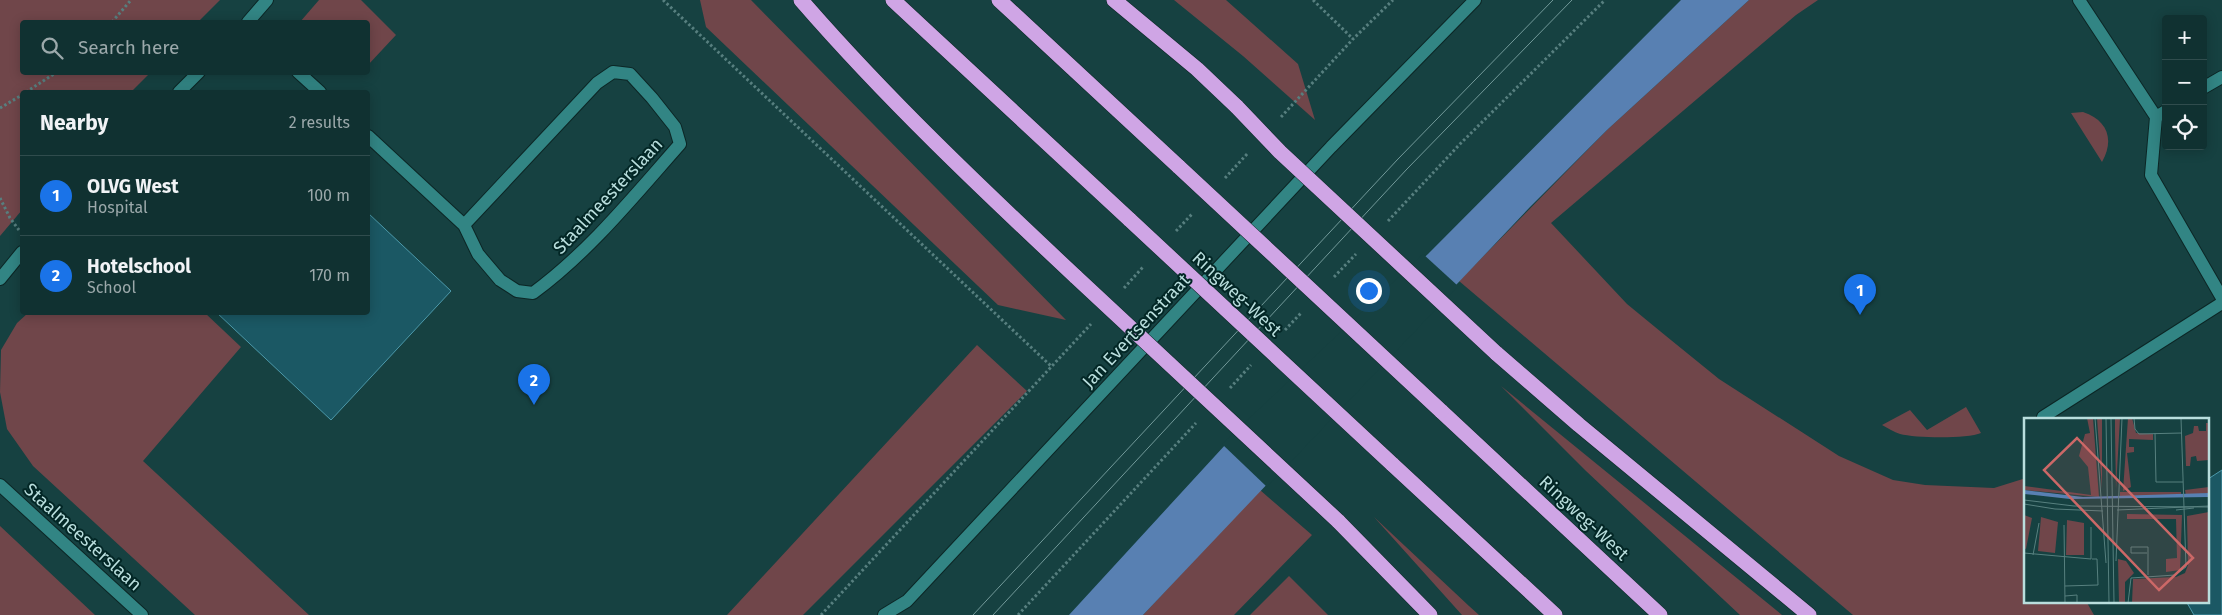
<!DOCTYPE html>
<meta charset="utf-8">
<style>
body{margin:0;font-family:"Fira Sans",sans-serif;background:#1e3d3d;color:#f1f3f6}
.controls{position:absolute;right:15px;top:15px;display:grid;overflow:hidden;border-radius:5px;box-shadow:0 2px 12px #0003}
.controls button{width:45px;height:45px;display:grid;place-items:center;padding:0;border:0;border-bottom:1px solid #304c4d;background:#103131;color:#f1f3f6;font:25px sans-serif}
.you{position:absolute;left:1368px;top:290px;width:18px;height:18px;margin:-12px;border:4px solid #fff;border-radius:50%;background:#1a73e8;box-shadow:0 0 0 8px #1a73e833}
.badge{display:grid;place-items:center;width:32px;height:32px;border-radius:50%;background:#1a73e8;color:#fff;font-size:16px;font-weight:700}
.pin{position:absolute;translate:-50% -41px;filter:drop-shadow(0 1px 2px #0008)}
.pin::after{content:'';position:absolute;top:26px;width:18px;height:15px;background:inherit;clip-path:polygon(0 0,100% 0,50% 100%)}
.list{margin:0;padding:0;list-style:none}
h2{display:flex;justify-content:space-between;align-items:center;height:65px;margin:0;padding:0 20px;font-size:21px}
h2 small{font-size:16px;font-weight:400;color:#9ca9ab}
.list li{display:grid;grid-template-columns:32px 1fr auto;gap:15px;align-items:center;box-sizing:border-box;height:80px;padding:0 20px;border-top:1px solid #304c4d}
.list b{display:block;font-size:19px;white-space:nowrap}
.list p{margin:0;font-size:16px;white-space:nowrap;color:#9ca9ab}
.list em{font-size:16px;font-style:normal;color:#9ca9ab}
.icon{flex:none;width:28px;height:28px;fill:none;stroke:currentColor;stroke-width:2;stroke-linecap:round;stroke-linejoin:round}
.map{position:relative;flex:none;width:2222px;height:615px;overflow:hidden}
.search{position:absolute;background:#103131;box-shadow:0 2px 12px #0003;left:20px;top:20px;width:350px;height:55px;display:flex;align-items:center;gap:12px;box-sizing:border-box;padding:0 18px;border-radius:5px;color:#9ca9ab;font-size:19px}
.panel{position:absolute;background:#103131;box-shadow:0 2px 12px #0003;left:20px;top:90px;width:350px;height:225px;border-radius:5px}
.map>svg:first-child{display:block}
</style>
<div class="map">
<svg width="2222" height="615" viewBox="0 0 2222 615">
<rect width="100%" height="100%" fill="#164141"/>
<path fill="#70464a" d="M0,0H220L198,22H22V72L150,73L131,92H22V210L0,236Z
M319,0H361L396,35L368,65V22H300Z
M700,0H751L1066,320L998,305L706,27Z
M1174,0H1226L1298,64L1315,120L1243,56Z
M1749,0H1818L1796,15L1551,223L1627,304L1666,336L1719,379L1839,456L1893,480L1925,485L1994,488L2026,478V601H2086L2094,615H1853L1459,281L1607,130Z
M2083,112C2107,120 2115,139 2102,162L2071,113Z
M28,313H205L241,347L143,461L309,615H195L33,466L7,429L0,392L1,350L17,323Z
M977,345L1027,391L803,615H727Z
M1501,386L1782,615H1740L1586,471Z
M1966,407L1981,433C1967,439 1915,438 1900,434C1894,432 1888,428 1882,425L1910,410L1927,430Z
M1260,490L1312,535L1234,615H1143Z
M1374,517L1469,606L1479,615H1462Z
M0,526L95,615H0Z
M1289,576L1328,615H1250Z"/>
<path fill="#5880b2" d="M1681,0H1749L1607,130L1530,207L1143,615H1069L1226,444L1428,254Z"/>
<path fill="#164141" d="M1423,254L1458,286L1267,487L1222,444Z"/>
<path fill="#1b5864" stroke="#4c99aa" d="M368,213L451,291L331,420L216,312H368Z
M2222,470V615H2194L2186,601H2208V479Z"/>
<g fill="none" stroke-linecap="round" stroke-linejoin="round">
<g stroke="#0c2625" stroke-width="14">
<path id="lane" d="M2079,0L2156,117
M2203,88L2222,77
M2166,111L2156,117L2151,175L2222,298
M2043,417L2222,303"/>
</g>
<g stroke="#0c2625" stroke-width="14">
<path id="street" d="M248,22L267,0
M298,72L320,92
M179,92L199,72
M368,136L464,225L478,254L500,280L517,291L533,293C589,252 634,196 680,144L675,127L652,98L630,74L613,72L597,83L464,225
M0,279L22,252
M0,485L142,615"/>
</g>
<g stroke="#0c2625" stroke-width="14">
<path id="secondary" d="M884,615L907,601L1331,147L1475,0"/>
</g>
<g stroke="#0c2625" stroke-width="16">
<path id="highway" d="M801,0C886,98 981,188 1076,277
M893,0L1130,220
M999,0L1179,167
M1114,0L1197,69L1237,107
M1496,353L1579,425L1809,615
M1441,411L1660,615
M1392,464L1555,615
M1338,521L1430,615"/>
</g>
<path stroke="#577f7f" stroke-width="3" stroke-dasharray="2.5 2.5" stroke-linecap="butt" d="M663,0L1052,367
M1313,0L1353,39
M112,22L131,0
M26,92L57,72
M0,108L22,95
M1281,117L1353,39L1393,0
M1225,178L1248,153
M0,198L10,218L19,230
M1388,221L1460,144L1605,0
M1176,231L1192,214
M1334,277L1356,254
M1124,288L1143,267
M1285,330L1301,313
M1230,388L1251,365
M821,615L1091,324
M1018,615L1196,423"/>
<use href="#lane" stroke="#328584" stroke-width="12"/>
<use href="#street" stroke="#328584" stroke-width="12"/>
<use href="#secondary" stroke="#328584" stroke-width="12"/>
<use href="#highway" stroke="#cfa5e5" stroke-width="15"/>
<path stroke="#729999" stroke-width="1" d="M973,615L1398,159L1553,0
M993,615L1407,169L1572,0"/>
<g stroke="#0c2625" stroke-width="16" stroke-linecap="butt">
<path id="highway-bridge" d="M1237,107L1280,152L1496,353
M1179,167L1441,411
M1130,220L1392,464
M1076,277L1338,521"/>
</g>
<use href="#highway-bridge" stroke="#cfa5e5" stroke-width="15"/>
</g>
<g text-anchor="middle" stroke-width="4" stroke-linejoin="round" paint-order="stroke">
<g font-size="18" fill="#b9dedd" stroke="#032726">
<text transform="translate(608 196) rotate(-47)" y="6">Staalmeesterslaan</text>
<text transform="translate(1237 294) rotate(43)" y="6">Ringweg-West</text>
<text transform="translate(1136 331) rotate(-47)" y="6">Jan Evertsenstraat</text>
<text transform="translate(1584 518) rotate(43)" y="6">Ringweg-West</text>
<text transform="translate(83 537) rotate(42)" y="6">Staalmeesterslaan</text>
</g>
</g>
<g transform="translate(2024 418)">
<rect width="185" height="185" fill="#164141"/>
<path d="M63,0H69L75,79L0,72V68L67,77L64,49L55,38L61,16L66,15ZM73,0H78V71ZM91,0H96L92,71L91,14ZM104,0H108L112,15L129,16V22L105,21V29H110V34L103,35L107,69L99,73ZM182,5H185V42L173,43L172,38L167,39L166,48H162L161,18L169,15L170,8H174L175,13H182ZM185,69V75L162,78L161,72ZM96,74H157V78L96,79ZM185,94V185H108L109,161L152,159L161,155L164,147L163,98ZM103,96L158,97L156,152L142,154V141L153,140L152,101H103ZM0,97L8,100L2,131L0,130ZM17,99L34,104L31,135L14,133ZM43,102L60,105V137H42ZM94,141L102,143L110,155L101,164V185H95Z" fill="#70464a"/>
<path d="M0,72L59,79L185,75V79L46,81L0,76Z" fill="#5880b2"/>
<path fill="none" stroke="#57807f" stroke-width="1" d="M71,0L82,145M82,0L85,185M87,0L90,185M110,0L111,11L115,16L158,15M131,15L132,64H159M0,82L50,88L185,89M0,86L31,91L79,93M93,92L185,88M152,92L170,90M40,107L41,185M0,135L67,141V109M123,135H107V129H124V157M9,137L15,105M92,143L98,0M41,168L74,167L73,141H68M41,178L53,177V185M104,185L107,160L151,157L162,149L157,0"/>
<path fill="#cc6867" fill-opacity="0.15" stroke="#cc6867" stroke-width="2.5" d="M53,20L169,140L135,172L20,52Z"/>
<rect width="185" height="185" fill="none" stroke="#b9dedd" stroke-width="2.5"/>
</g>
</svg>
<div class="controls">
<button>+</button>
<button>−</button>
<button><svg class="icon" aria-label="locate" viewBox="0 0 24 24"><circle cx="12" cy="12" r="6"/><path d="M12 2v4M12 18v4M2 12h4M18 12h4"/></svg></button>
</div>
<div class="you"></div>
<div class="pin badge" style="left:1860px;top:315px">1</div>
<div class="pin badge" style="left:534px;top:405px">2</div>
<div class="search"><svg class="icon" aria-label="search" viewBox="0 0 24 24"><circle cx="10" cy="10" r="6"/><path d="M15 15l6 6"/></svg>Search here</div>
<section class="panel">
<h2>Nearby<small>2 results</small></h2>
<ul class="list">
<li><span class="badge">1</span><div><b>OLVG West</b><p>Hospital</p></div><em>100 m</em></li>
<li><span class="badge">2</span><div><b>Hotelschool</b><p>School</p></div><em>170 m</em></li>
</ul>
</section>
</div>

### Directions
In the listing above, find the line containing "M2166,111L2156,117L2151,175L2222,298" and the line containing "M1124,288L1143,267". Output them and every line between, exactly, and nothing else.

### Answer for this exercise
M2166,111L2156,117L2151,175L2222,298
M2043,417L2222,303"/>
</g>
<g stroke="#0c2625" stroke-width="14">
<path id="street" d="M248,22L267,0
M298,72L320,92
M179,92L199,72
M368,136L464,225L478,254L500,280L517,291L533,293C589,252 634,196 680,144L675,127L652,98L630,74L613,72L597,83L464,225
M0,279L22,252
M0,485L142,615"/>
</g>
<g stroke="#0c2625" stroke-width="14">
<path id="secondary" d="M884,615L907,601L1331,147L1475,0"/>
</g>
<g stroke="#0c2625" stroke-width="16">
<path id="highway" d="M801,0C886,98 981,188 1076,277
M893,0L1130,220
M999,0L1179,167
M1114,0L1197,69L1237,107
M1496,353L1579,425L1809,615
M1441,411L1660,615
M1392,464L1555,615
M1338,521L1430,615"/>
</g>
<path stroke="#577f7f" stroke-width="3" stroke-dasharray="2.5 2.5" stroke-linecap="butt" d="M663,0L1052,367
M1313,0L1353,39
M112,22L131,0
M26,92L57,72
M0,108L22,95
M1281,117L1353,39L1393,0
M1225,178L1248,153
M0,198L10,218L19,230
M1388,221L1460,144L1605,0
M1176,231L1192,214
M1334,277L1356,254
M1124,288L1143,267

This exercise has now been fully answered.